Just down the freeway in Inglewood , the Clippers are once again experiencing their annual spin on the Injury Wheel of Fortune. Just when things looked stable, Kawhi Leonard went down with another ankle injury. And if that wasn’t enough cosmic trolling, their four-game win streak ended courtesy of the Sacramento Kings—featuring a revenge triple-double from Russell Westbrook. Yes, that Russell Westbrook. The one who occasionally shoots like the rim insulted his family. For one night, though, he looked like vintage Westbrook, carving up his former team while Clippers fans quietly contemplated the fragile nature of hope.

Over on the baseball diamond, the World Baseball Classic has once again proven that international baseball is wildly entertaining… and occasionally chaotic. Team USA manager Mark DeRosa nearly got eliminated early because he didn’t fully understand the tournament’s tie-breaking rules. That’s the kind of thing you’d expect from someone filling out their office pool, not managing the national team. Fortunately, someone eventually explained the math before disaster struck, and the U.S. is now headed to Tuesday night’s final. There’s probably extra motivation now after that close call. And yes, it would sting to see Shohei Ohtani disappointed—but considering he spent years playing for the Angels, disappointment is basically muscle memory at this point. From a Dodgers perspective, Japan exiting early might actually be a blessing. It means Ohtani and Yoshinobu Yamamoto get a little extra rest before the season begins.

Speaking of teams that actually look like they know what they’re doing, the Rams continue to treat roster construction like a home renovation show. Their latest upgrade: signing Chiefs cornerback Jaylen Watson to a three-year deal, further strengthening a secondary that was easily their weakest unit last year. Suddenly that problem looks… fixed. Just like that. The Rams now look like legitimate contenders again, which raises the obvious question: what do they do in the draft? The safest bet is reinforcing the offensive and defensive lines, because you can never have too many big humans whose job description is “push the other big humans backward.”

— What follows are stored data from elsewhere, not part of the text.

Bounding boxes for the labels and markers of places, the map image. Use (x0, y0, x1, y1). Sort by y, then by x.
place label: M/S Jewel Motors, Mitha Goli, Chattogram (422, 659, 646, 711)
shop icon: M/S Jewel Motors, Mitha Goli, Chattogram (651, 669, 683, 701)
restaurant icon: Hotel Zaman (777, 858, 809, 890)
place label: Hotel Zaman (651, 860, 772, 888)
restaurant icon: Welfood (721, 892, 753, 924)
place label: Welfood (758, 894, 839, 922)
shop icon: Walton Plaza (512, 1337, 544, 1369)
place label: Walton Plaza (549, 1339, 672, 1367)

And finally, a stick tap to Anze Kopitar of the Los Angeles Kings, who became the franchise’s all-time leading scorer over the weekend, breaking a record that stood for 45 years. That’s the kind of longevity and excellence you almost never see in one uniform anymore. Unfortunately, the timing is bittersweet because the Kings look about as close to a Stanley Cup run as a Zamboni driver playing goalie again. But records like this force an interesting debate: is Kopitar the greatest LA King ever? Wayne Gretzky is unquestionably the greatest player who ever wore the jersey, but greatness within a franchise is different. Two Cups, nearly two decades of leadership, and now the scoring record? Yeah. It’s fair to say Anze Kopitar isn’t just a Kings legend—he’s the LA King.